▶ **TO DO**:
Give only the count of lines that contain "then" in the material.
---*---
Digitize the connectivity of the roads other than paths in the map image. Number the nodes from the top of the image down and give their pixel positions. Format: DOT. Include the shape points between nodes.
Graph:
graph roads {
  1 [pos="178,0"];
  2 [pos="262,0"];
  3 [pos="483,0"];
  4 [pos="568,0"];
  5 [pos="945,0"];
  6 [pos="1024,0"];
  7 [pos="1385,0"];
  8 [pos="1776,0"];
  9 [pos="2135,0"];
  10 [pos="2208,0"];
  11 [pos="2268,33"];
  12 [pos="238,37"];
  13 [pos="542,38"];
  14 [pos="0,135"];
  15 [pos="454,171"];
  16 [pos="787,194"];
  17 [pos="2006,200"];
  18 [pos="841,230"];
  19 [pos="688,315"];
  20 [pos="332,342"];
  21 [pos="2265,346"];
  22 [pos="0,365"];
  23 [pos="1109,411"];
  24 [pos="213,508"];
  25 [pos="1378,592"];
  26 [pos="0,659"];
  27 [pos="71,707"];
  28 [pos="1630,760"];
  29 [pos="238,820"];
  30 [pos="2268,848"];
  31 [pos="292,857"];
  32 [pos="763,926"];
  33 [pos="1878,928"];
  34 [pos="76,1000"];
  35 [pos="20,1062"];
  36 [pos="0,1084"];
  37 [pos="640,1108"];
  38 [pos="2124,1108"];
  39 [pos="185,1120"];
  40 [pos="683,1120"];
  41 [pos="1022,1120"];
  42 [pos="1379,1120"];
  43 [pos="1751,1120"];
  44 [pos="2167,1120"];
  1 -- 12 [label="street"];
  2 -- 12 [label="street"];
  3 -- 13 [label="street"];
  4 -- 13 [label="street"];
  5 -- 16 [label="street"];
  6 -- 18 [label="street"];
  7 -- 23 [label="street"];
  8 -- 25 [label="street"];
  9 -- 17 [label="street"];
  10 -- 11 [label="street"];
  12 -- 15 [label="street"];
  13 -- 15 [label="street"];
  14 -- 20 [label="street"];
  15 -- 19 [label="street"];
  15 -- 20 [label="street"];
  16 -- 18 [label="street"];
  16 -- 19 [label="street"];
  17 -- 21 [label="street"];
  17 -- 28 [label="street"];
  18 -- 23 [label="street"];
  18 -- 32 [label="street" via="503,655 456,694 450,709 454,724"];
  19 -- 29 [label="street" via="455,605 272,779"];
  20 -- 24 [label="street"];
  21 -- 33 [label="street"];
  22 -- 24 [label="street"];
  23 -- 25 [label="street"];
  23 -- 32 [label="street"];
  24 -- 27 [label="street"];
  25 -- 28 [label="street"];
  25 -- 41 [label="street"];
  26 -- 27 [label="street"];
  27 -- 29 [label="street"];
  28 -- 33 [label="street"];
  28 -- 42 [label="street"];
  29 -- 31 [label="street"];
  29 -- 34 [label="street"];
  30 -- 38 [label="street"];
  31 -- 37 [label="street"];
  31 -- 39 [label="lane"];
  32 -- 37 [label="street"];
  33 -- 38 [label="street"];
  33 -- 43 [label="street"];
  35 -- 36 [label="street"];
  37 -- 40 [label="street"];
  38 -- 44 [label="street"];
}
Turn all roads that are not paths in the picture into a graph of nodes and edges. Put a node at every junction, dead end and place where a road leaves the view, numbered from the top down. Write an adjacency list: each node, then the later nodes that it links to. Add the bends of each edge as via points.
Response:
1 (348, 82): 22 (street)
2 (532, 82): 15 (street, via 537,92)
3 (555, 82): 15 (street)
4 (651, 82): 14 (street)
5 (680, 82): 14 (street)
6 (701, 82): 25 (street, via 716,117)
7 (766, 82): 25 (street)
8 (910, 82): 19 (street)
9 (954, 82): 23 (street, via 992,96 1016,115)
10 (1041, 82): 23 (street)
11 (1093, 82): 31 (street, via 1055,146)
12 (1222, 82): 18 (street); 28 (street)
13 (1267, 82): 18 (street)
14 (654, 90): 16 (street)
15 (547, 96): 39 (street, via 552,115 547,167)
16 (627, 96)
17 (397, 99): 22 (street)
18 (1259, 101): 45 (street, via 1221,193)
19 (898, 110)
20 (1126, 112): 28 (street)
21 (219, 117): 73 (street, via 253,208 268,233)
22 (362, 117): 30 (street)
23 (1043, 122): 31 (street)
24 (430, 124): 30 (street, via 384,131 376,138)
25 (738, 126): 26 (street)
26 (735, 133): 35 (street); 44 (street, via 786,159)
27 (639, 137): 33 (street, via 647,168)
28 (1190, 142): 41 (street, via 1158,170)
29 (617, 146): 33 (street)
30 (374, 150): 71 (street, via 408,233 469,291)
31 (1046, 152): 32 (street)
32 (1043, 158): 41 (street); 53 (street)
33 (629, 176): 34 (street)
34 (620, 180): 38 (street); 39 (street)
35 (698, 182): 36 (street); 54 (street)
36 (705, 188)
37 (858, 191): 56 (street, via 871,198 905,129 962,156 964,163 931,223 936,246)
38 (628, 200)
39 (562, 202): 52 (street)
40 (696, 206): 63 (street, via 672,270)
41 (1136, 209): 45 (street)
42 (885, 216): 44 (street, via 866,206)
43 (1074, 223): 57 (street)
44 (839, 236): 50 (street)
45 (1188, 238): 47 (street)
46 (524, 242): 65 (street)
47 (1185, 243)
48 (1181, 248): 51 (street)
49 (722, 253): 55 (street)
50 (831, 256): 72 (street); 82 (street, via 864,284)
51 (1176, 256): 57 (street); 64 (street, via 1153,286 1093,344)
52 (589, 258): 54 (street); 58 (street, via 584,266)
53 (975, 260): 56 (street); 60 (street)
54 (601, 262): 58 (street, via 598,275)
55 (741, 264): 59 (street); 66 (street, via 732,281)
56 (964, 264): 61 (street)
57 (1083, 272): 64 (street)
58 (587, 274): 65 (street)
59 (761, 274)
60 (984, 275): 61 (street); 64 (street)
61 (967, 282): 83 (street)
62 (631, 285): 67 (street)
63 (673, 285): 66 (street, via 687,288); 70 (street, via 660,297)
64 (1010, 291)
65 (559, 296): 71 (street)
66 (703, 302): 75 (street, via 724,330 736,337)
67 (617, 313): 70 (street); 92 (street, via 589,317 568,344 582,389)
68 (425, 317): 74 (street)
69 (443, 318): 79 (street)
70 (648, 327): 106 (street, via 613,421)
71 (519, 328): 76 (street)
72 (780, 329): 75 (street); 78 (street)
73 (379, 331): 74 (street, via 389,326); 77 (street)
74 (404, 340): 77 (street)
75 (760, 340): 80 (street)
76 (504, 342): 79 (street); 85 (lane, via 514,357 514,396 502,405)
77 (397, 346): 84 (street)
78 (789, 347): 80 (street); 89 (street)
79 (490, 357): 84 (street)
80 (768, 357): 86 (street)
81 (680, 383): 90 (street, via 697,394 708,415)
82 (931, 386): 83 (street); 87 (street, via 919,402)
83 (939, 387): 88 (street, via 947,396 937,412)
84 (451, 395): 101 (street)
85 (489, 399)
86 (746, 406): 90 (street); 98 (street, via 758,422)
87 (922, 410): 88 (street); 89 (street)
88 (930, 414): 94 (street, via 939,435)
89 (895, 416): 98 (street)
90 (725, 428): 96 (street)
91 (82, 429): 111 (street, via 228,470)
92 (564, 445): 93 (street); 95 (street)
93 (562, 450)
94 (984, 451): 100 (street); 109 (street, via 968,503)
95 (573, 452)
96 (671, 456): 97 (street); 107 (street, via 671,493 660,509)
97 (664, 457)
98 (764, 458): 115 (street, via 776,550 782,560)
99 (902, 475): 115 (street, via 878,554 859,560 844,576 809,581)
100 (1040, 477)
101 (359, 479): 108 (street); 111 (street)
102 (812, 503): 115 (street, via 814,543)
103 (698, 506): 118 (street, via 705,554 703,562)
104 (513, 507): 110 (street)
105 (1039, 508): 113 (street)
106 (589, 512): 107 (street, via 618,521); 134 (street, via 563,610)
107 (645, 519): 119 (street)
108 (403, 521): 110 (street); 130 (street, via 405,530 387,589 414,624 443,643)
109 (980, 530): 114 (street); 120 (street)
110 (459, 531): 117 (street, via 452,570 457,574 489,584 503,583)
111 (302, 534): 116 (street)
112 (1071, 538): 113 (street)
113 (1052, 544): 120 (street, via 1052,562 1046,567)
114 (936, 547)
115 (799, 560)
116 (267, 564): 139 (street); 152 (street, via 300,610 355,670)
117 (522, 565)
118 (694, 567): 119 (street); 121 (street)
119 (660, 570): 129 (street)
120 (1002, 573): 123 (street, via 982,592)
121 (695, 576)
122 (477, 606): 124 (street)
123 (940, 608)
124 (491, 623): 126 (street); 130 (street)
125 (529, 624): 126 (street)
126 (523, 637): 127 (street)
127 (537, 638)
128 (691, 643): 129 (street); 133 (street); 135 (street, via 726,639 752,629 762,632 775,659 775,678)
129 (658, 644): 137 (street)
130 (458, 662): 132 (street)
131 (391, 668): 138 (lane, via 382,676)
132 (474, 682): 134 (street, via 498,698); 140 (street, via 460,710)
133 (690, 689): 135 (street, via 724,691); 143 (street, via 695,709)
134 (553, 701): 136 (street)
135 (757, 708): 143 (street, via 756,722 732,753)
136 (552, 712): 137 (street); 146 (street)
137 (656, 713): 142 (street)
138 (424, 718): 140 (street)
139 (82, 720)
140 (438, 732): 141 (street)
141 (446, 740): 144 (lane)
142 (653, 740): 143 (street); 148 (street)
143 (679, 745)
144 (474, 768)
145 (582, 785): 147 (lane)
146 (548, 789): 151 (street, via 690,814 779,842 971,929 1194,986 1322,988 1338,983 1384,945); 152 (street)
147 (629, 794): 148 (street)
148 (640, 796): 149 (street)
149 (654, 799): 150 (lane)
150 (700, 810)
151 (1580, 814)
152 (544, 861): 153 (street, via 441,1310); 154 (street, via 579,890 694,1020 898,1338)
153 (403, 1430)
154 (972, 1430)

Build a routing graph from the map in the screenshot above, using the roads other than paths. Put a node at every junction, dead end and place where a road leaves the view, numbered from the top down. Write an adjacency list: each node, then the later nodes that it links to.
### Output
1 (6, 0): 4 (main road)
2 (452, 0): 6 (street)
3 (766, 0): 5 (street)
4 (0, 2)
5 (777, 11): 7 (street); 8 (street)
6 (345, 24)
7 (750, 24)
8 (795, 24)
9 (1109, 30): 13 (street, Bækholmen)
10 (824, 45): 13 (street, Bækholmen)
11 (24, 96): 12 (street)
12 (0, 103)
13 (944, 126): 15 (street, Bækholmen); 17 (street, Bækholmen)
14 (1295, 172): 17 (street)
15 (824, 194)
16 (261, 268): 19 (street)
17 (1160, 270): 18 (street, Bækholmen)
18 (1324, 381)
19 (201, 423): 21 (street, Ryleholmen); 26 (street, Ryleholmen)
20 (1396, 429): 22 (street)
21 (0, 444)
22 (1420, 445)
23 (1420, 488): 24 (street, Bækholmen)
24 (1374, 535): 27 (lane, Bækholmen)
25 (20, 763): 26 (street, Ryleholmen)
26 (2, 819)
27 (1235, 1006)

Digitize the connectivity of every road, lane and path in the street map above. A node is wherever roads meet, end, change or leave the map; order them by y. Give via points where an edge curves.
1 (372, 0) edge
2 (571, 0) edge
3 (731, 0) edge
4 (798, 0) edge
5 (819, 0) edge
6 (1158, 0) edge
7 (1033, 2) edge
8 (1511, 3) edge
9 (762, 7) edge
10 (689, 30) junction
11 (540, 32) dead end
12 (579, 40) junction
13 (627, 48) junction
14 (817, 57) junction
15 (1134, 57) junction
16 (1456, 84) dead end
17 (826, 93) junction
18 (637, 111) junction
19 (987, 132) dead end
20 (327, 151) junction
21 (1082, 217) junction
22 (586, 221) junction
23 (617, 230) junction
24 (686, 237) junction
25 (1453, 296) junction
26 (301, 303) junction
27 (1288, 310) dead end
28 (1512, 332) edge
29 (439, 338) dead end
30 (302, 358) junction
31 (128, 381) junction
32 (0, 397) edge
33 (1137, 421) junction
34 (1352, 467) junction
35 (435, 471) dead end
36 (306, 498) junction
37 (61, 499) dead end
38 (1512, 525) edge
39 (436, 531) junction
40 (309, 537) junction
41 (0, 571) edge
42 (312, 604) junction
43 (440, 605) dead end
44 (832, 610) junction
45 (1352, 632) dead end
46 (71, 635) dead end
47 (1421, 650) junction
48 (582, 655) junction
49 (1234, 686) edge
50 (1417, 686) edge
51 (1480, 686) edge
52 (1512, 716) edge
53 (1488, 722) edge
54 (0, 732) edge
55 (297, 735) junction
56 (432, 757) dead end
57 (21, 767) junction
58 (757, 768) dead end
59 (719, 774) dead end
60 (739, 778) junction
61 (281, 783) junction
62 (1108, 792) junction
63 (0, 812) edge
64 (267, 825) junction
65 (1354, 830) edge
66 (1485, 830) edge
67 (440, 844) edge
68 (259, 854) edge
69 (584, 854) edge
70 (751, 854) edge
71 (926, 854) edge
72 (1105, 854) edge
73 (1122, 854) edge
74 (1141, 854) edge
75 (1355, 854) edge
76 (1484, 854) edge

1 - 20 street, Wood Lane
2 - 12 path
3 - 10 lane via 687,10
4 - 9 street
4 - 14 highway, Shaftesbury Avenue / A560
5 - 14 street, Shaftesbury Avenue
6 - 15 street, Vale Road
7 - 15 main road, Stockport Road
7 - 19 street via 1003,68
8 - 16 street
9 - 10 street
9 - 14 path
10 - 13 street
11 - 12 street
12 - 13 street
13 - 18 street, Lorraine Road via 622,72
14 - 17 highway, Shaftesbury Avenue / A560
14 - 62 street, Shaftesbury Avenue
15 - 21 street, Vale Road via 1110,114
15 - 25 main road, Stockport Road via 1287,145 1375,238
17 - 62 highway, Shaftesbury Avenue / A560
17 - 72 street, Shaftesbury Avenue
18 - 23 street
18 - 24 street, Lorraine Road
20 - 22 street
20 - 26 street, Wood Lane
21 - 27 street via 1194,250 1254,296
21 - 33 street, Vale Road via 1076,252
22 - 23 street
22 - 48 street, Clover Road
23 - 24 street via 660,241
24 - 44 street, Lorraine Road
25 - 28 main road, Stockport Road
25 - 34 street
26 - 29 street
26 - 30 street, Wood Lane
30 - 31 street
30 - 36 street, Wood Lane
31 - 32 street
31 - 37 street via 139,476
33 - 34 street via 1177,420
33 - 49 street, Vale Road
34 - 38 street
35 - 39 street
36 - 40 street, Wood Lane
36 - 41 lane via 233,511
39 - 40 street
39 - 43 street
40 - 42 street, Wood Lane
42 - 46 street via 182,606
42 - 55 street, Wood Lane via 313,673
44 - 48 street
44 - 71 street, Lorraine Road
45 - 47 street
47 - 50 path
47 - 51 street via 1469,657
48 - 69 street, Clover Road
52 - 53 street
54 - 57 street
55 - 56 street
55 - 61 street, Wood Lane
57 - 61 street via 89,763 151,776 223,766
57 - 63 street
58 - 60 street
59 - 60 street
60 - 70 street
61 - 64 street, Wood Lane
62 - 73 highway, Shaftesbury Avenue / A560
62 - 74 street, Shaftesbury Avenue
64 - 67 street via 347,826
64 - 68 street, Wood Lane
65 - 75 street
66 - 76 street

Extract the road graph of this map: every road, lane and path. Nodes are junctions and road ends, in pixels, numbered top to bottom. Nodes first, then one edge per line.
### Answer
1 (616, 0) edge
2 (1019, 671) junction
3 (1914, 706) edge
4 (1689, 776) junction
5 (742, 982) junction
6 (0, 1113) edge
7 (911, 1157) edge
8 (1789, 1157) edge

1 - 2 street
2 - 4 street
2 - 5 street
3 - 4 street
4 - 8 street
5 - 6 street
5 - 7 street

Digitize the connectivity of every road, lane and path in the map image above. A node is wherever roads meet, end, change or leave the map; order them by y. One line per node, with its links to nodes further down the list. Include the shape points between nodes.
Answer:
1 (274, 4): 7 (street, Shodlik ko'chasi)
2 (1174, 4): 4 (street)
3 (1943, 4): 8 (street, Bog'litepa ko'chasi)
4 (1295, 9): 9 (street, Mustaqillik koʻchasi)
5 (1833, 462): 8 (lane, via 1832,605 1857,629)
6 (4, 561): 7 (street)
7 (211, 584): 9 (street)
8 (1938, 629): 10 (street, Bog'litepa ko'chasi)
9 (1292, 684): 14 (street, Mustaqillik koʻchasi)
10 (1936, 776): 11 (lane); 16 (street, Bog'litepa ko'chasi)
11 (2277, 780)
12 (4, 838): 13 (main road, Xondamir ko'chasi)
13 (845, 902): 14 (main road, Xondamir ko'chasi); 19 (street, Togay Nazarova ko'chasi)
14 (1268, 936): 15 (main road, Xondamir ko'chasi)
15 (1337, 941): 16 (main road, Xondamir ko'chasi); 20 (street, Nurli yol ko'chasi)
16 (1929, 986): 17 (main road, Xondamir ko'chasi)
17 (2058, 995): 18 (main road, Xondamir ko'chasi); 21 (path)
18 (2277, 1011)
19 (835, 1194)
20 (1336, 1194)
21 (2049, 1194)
---*---
▶ **RESULT OF THE TASK**:
3